Das Video zeigt eine unwirkliche Szene. Dutzende von Menschen liegen völlig durcheinander – erschöpft, manche mit deutlichen Verletzungen, andere vermutlich sogar tot. Die Szenerie ereignet sich vor einem Posten der Grenze, die Marokko von der spanischen Exklave Melilla trennt. Die Leidgeplagten liegen am Boden, umstellt von marokkanischen Gendarmen. Sie gehören zu den mehr als 1000 Migranten, meist aus dem subsaharischen Afrika stammend, die Freitagfrüh den Grenzzaun zu stürmen versuchten. Die Aufnahmen wurden von der Ortsgruppe Nador der Marokkanischen Menschenrechtsvereinigung (AMDH) verbreitet.

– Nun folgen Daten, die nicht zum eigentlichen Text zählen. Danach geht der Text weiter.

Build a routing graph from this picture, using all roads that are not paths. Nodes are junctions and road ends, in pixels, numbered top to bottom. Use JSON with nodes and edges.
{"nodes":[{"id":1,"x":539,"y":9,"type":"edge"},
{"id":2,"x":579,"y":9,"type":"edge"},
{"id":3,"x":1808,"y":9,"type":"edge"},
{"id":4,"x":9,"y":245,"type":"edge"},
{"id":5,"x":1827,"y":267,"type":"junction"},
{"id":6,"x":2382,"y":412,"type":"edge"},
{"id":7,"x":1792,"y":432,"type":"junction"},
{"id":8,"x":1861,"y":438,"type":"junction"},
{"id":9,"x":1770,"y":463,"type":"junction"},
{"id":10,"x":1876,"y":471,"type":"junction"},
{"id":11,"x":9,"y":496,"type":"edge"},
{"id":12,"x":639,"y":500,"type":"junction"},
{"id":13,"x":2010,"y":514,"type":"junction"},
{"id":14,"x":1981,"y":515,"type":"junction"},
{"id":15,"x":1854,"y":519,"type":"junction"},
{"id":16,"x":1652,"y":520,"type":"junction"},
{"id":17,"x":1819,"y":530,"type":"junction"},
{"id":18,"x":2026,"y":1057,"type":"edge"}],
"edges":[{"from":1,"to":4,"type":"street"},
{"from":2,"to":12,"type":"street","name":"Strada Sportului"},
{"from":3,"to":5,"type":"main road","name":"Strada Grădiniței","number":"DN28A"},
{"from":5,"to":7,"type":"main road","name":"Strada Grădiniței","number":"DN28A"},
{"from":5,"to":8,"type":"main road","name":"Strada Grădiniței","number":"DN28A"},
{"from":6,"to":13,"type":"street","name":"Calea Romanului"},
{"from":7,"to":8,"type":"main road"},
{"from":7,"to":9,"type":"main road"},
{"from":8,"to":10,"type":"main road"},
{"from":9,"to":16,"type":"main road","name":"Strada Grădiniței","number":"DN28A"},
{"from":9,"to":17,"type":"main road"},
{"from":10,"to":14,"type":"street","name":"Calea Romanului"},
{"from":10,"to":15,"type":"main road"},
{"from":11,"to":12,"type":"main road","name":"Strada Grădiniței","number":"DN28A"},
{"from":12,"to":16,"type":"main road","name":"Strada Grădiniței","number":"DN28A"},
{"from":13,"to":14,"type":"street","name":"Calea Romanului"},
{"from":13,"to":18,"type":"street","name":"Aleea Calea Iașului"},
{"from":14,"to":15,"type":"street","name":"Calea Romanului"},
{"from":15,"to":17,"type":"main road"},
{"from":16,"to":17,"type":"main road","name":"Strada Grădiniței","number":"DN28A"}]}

"Auf diese unmenschliche, gewalttätige Art wurden die Migranten am Grenzübergang Nador behandelt. Ihrem Schicksal überlassen, ohne Hilfe, stundenlang, was die Zahl der Toten ansteigen ließ", heißt es in einer Erklärung der AMDH zum Video. Während die spanischen und marokkanischen Behörden von 18 Toten sprechen, zählt die AMDH mindestens 37 tote Migranten. Hinzu kommen zwei tote Beamte der marokkanischen Gendarmerie. Hunderte Migranten sollen verletzt worden sein, mindestens 13 von ihnen schwer.

Turbulente Szenen

"Alles war voller Blut – Köpfe, Hände, Füße ...", zitiert die spanische Tageszeitung El País einen Anwohner, der den Grenzsturm beobachtet hatte. Er spricht von Paniksituationen, verursacht durch den Einsatz der marokkanischen Gendarmerie vor der Grenzanlage. Auch innerhalb des dreifachen Grenzzauns, mit dem sich Spanien von Marokko abschirmt, soll es zu turbulenten Szenen gekommen sein.

Die Anlage ist eine tödliche Falle. Sie besteht aus drei Zäunen, teilweise gekrönt von messerscharfem Nato-Draht. Zwischen zwei Reihen befindet sich ein Gewirr aus Stahlseilen, das das Erreichen des nächsten Zaunes erheblich erschwert. Und dann kommt auch noch eine Gasse, in der die spanischen Grenzschützer operieren.

Auch sie gingen nicht zimperlich vor. Bilder, die durch die sozialen Netzwerke gehen oder von spanischen Medien veröffentlicht wurden, zeigen, wie die spanische Guardia Civil diejenigen, die es geschafft hatten, auf spanischen Boden zu gelangen, gewaltsam durch Türen im Zaun zurücktreibt. Solche "pushbacks" sind nach internationalem Recht illegal. Denn einmal auf spanischem Boden, hat eigentlich jeder und jede das Recht, einen Asylantrag zu stellen. Auch wer dies nicht tut, darf ohne richterliches Verfahren nicht abgeschoben werden.

Untersuchung gefordert

Mittlerweile verlangen neun spanische und marokkanische NGOs rund um die AMDH eine Untersuchung der Vorfälle. Die Toten und Verletzten seien "ein tragisches Symbol für die europäische Politik, den Grenzschutz zu externalisieren", heißt es in einer gemeinsamen Erklärung. Auch die linksalternative Unidas Podemos (UP), die kleinere der beiden Parteien in der spanischen Linksregierung, verlangt Aufklärung.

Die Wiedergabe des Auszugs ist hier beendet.